SoftBank Plunges to Lowest Since Sprint Buy as Doubts Mountby and
SoftBank shares at their lowest since deal closed in 2013
Sprint's cost-cutting measures seen as potentially risky
SoftBank Group Corp. fell to its lowest level since buying Sprint Corp. in 2013 amid mounting pessimism that billionaire Masayoshi Son can turn around the money-losing U.S. carrier.
SoftBank shares dropped 7.9 percent in Tokyo on Monday to 5,111 yen, their lowest since June 2013. Sprint closed 10 percent down on Friday after a report said the company was finalizing plans to cut $1 billion in network costs through measures analysts called risky.
Son said in August he was personally involved in rebuilding Sprint’s network and already saw “light at the end of the tunnel” for the carrier.
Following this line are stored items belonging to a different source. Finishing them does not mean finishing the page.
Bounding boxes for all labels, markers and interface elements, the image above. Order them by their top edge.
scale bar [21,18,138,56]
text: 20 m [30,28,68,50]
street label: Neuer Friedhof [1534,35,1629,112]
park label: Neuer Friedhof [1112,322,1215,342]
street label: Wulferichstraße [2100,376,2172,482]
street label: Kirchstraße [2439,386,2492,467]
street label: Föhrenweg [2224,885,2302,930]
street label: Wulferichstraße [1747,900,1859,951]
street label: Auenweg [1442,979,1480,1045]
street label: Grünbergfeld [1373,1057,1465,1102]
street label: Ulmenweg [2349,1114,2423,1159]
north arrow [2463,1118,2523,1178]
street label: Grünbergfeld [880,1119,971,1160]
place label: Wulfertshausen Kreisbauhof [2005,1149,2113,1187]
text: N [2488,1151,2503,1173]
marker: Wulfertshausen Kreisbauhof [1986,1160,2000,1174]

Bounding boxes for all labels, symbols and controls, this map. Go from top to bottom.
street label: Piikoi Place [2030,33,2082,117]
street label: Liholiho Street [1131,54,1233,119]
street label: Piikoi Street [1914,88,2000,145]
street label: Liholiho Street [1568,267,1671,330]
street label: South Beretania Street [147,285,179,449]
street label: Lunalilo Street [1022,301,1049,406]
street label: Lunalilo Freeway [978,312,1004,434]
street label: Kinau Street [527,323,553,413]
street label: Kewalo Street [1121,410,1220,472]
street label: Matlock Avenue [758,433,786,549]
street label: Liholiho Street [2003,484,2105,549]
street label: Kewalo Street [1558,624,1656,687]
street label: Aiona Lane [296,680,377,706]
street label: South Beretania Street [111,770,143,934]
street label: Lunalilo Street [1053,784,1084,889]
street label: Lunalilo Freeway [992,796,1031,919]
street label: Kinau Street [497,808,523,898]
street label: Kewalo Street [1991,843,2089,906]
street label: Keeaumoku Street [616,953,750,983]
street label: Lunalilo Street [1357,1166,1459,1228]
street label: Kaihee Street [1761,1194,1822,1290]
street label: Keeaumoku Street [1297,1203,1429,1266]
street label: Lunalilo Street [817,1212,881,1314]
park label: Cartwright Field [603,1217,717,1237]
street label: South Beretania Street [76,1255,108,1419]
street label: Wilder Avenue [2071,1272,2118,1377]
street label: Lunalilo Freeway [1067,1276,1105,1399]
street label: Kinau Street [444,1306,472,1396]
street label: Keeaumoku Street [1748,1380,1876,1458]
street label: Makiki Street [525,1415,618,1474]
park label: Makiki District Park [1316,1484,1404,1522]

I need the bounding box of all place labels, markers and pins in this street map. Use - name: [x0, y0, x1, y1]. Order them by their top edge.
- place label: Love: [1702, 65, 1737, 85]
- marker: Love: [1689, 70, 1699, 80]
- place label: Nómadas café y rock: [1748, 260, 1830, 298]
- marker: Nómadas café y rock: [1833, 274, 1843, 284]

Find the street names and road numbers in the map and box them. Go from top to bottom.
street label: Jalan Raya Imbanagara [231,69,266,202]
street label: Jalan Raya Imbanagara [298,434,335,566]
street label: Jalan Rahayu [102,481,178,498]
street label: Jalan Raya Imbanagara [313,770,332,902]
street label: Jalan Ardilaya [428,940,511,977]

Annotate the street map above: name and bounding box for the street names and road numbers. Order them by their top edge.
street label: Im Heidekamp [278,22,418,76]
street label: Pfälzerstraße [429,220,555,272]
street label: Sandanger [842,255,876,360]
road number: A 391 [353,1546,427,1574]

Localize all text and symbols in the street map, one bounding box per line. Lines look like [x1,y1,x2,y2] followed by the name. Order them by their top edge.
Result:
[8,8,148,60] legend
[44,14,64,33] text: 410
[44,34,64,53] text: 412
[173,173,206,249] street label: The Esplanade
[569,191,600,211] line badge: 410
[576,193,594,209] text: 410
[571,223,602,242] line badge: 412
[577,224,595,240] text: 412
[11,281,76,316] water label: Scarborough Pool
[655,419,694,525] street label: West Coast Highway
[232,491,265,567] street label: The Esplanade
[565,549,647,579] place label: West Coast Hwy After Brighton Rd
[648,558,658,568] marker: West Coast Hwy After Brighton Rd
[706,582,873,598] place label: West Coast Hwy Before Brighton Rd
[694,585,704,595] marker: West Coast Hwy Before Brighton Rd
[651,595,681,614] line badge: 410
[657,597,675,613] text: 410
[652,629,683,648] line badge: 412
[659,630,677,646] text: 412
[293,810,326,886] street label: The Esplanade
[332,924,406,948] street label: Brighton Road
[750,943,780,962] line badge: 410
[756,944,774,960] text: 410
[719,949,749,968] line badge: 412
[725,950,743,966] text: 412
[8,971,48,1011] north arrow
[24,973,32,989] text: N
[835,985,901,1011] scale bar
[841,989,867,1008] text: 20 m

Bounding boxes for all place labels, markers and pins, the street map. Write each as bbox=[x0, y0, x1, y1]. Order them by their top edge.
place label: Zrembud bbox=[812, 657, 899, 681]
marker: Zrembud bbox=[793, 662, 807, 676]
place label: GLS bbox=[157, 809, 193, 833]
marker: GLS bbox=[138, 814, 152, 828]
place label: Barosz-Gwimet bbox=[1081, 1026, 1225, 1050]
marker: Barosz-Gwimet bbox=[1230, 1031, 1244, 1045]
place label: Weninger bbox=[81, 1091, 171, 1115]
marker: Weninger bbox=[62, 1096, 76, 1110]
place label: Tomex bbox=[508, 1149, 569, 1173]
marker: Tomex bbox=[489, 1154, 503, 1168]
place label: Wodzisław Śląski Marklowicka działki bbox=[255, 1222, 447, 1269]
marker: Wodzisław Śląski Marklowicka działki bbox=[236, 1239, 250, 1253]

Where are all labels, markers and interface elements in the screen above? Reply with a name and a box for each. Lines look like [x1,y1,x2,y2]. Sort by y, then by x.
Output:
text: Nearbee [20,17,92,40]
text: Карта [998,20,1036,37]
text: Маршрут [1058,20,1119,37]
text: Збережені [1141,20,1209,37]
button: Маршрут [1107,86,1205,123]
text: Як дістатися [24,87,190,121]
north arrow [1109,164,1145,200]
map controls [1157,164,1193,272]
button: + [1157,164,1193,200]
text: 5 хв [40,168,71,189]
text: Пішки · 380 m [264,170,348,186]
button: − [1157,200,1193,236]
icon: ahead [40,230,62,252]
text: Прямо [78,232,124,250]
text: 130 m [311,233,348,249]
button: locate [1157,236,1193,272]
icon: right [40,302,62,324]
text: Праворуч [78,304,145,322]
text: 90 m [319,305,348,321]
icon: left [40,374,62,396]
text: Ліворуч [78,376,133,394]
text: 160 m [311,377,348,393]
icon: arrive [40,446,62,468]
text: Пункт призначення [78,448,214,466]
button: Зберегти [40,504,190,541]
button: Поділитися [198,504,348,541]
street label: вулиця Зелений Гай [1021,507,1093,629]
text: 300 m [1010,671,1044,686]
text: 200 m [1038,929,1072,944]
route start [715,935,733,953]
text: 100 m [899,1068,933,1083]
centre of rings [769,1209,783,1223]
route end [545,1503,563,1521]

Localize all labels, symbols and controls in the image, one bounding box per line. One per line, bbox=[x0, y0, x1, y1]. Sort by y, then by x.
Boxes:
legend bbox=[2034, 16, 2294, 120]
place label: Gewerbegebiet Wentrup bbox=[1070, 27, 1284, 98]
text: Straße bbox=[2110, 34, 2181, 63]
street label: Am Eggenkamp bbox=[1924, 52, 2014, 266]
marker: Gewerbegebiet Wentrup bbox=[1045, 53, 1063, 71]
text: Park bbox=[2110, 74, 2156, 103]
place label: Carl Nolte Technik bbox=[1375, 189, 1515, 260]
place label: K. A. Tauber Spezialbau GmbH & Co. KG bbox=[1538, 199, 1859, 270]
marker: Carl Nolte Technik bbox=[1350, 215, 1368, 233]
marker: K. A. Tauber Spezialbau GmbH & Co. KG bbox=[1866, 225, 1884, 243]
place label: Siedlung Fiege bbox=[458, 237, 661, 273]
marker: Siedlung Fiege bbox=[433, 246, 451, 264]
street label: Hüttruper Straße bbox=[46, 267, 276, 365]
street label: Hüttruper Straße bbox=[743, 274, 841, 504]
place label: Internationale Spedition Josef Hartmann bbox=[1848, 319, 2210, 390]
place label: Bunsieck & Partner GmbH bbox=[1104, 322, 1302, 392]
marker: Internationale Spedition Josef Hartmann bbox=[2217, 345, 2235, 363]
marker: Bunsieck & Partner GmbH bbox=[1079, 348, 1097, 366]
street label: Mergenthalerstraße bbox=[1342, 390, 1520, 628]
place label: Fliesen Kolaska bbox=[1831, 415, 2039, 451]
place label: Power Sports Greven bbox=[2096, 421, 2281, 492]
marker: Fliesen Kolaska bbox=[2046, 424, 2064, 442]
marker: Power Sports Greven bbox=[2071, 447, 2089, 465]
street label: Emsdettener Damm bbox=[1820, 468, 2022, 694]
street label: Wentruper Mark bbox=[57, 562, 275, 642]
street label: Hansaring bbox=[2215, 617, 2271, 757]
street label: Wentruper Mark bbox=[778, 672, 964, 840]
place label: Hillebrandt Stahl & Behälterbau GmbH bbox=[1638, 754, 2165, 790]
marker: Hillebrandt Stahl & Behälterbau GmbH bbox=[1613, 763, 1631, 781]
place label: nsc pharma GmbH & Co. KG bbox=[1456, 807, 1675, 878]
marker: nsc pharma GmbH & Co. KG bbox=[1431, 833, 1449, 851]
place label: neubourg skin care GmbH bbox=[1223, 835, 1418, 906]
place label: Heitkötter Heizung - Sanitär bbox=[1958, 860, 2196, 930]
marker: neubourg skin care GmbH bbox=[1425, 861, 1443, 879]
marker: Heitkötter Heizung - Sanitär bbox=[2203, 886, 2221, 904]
Since then, Sprint booked its fifth consecutive quarter of losses, and SoftBank may book a charge of as much as $1.2 billion this fiscal period for a turnaround that Son said may not come for a few years.
“There is a longer-term concern about Sprint’s ability to improve its network, and the report on Friday suggested it won’t be able to balance cost cuts with quality,” said Satoru Kikuchi, an analyst at SMBC Nikko Securities Inc. in Tokyo. “In the short term, the market is also looking at Sprint’s refinancing needs.”
Nomura Holdings Inc. lowered its SoftBank price target by 12 percent to 7,550 yen in a report released Monday.
Sprint is working to move radio equipment from tower space it leases from Crown Castle International Corp. and American Tower Corp. to spots on lower-cost, government-owned properties, according to a report in Re/code.
The carrier also is seeking to reduce its reliance on AT&T Inc.’s and Verizon Communications Inc.’s fiber-optic cables that provide links to the towers and mobile switches -- known as the “backhaul,” the report said.
During the next three years, the company must also address six bonds coming due with an aggregate principal amount of $7.6 billion. These issues account for 28 percent of all communications bonds set to mature by year-end 2018, Bloomberg Intelligence analyst Stephen Flynn wrote in a note Friday.
Sprint Chief Executive Officer Marcelo Claure plans to cut $2.5 billion from the company’s more than $20 billion in annual costs. The carrier has struggled against rivals including Verizon and T-Mobile US Inc., which Son failed to acquire after encountering regulatory opposition.
The strategy of trading losses for subscriber gains has taken a toll on Sprint’s market value. According to SoftBank’s website, the company is worth about 860 billion yen ($7.3 billion) less than what Son paid for it in July 2013. At the same time, a slowdown in China brought down shares of Alibaba Group Holding Ltd., SoftBank’s biggest holding, by 22 percent last year.
“There will always be fans of SoftBank, it’s just at this moment in time, no one cares --it’s out of fashion,” said Andrew Clarke, director of trading at Mirabaud Asia Ltd. in Hong Kong. “They have too many concerns about Sprint and Alibaba because those shares are being crushed.”